Probabilistic Programming 1: Regression & Classification¶

Variational inference¶

In this lesson we are going to use variational inference for regression and classification. We will use ForneyLab.jl to specify a model and run an inference procedure. While Probabilistic Programming requires some specialised knowledge in terms of probability theory and Bayesian inference, implementing an inference procedure is straightforward once you have the right tools.

Preliminaries¶

• Goal
• Learn to estimate regression parameters using a variational inference procedure.
• Materials
• Mandatory
• Optional

Introduction to ForneyLab¶

ForneyLab is a Probabilistic Programming toolbox developed inhouse at BIASLab. ForneyLab utilises the FFG formalism that you are familiar with by now to describe models. Inference is performed through variational procedures or, if applicable, exact inference. This is the core feature of ForneyLab: a large library of analytical update rules similar to what you have derived so far. This provides fast, deterministic inference with convergence guarantees, provided you supply the right generative model. Things to keep in mind when using ForneyLab:

1. It is optimised for Dynamical Systems and time series data. It'll be fast in these circumstances.
2. Relies on deterministic update rules - you will get the same result each time.
3. If you find a bug, please tell us :)

Now, let's work through an example using ForneyLab.

In [ ]:
# Package managing
using Pkg
Pkg.activate("workspace")
Pkg.instantiate();

using Logging; disable_logging(LogLevel(0))
using Distributions: Uniform, Normal, rand
using StatsPlots
using ForneyLab


Data generation¶

We'll generate a simple regression problem setting. Given a data set $x = (x_1, \dots, x_N)$ of $N$ samples, we generate the set of observations $y = (y_1, \dots, y_N)$ via:

$$y = f(x) + \epsilon$$

where $f(x) = x*w_1 + w_2$ and $\epsilon \sim \mathcal{N}(0, \sigma)$. We summarize the slope coefficient and intercept into a single weight vector, $w = [w_1\ w_2]$. We will use the name "covariates" for $x$ and "responses" for $y$.

In [2]:
# Number of samples
N = 20

# Parameters
true_w = [4.0 1.0]
true_σ = 1/2

function generate_data(true_w, true_σ; num_samples=10)
"Generate data according to y = w'*x + ϵ"

# Covariates
x = rand(Uniform(0,1), num_samples)

# Linear function of covariates
fx = x.* true_w[1] .+ true_w[2]

# Generate Gaussian noise
ϵ = rand(Normal(0, true_σ), num_samples)

# Responses consist of the linear mapping plus noise
y = fx + ϵ

# Return covariates and responses
return y, x
end

# Generate data
responses, covariates = generate_data(true_w, true_σ, num_samples=N)

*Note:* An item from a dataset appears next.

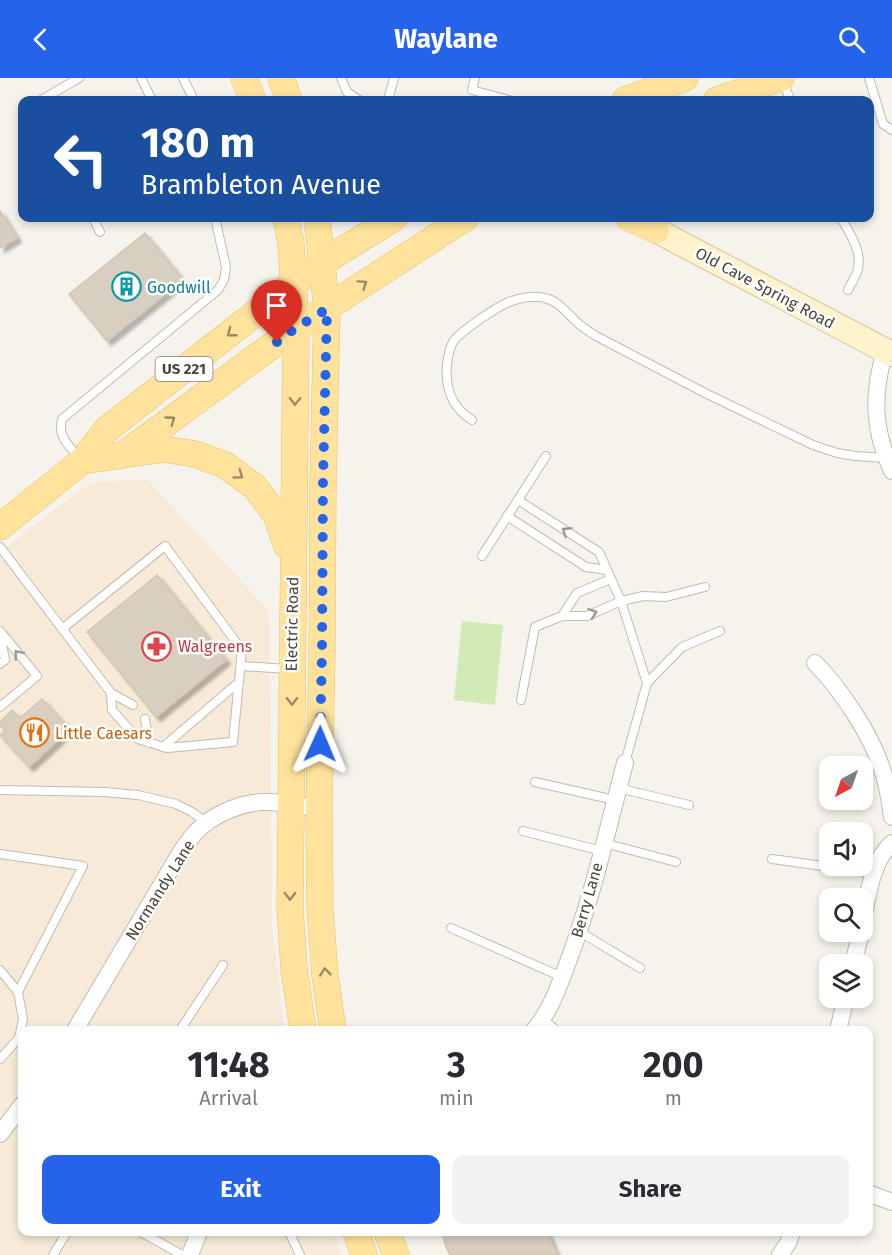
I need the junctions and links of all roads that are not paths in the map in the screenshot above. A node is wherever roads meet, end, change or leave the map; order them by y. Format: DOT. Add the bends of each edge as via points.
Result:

# True regression of the covariates
fx = covariates*true_w[1] .+ true_w[2]

# Visualize data
scatter(covariates, responses, color="blue", label="responses", legend=:topleft)
plot!(covariates, fx, color="red", label="true regression", linewidth=2)

Out[2]:

Model specification¶

We need to specify our model using ForneyLab. Firstly, we will formulate the linear function using a dot product:

$$f(x) = [w_1\ w_2] \cdot [x\ 1]^{\top} \, .$$

We know that the responses are generated via a linear function of the covariates and Gaussian noise:

$$y \sim \mathcal{N}(f(x),\sigma_y)\, .$$

We know that the weights are real numbers and that they can be negative. It makes sense therefore to put a Gaussian prior on them:

$$w \sim \mathcal{N}(\mu_w, \sigma_w) \, .$$

For now, this is all we need. We're going to specify these two equations within ForneyLab. First, we initialize a factor graph:

In [3]:
g = FactorGraph();


Now that we have a FactorGraph, we can start adding variables to it. This is the actual point where we specify our probabilistic model. To keep it simple, let's start by defining a model for a single x/y pair.

In [4]:
# Parameters for priors
μ_w = [0. 0.]
σ_w = [1. 0.; 0. 1.]
σ_y = 1.

# In ForneyLab we use the @RV macro to denote Random Variables
@RV x

# Define a prior over the weights
@RV w ~ GaussianMeanVariance(μ_w, σ_w)

# Response model is Gaussian function of the linear mapping between weights and covariates
@RV y ~ GaussianMeanVariance(dot(w, x), σ_y)

# Visualise the graph
ForneyLab.draw()


If you take a look at the graph, you will see that it has some open edges for x and y. This is where we want to feed in our data. To do so in ForneyLab, we designate them as placeholders. This means that we do not give them a value immediately but want them to take one a value later.

In [5]:
# We designate the covariates x to have two dimensions (the last one being all 1)
placeholder(x, :x, dims=(2,))

# Designate the observation variable
placeholder(y, :y);


Now that we have our model, it is time to infer parameters. ForneyLab includes Sum-Product as an exact inference algorithm. The details of the procedure are not important at this time, so feel free to treat it as a "magic inference button". ForneyLab works by directly generating new Julia code containing the inference algorithm. When we parse this code, we get a function (step!) which we can then run to update the recognition factors.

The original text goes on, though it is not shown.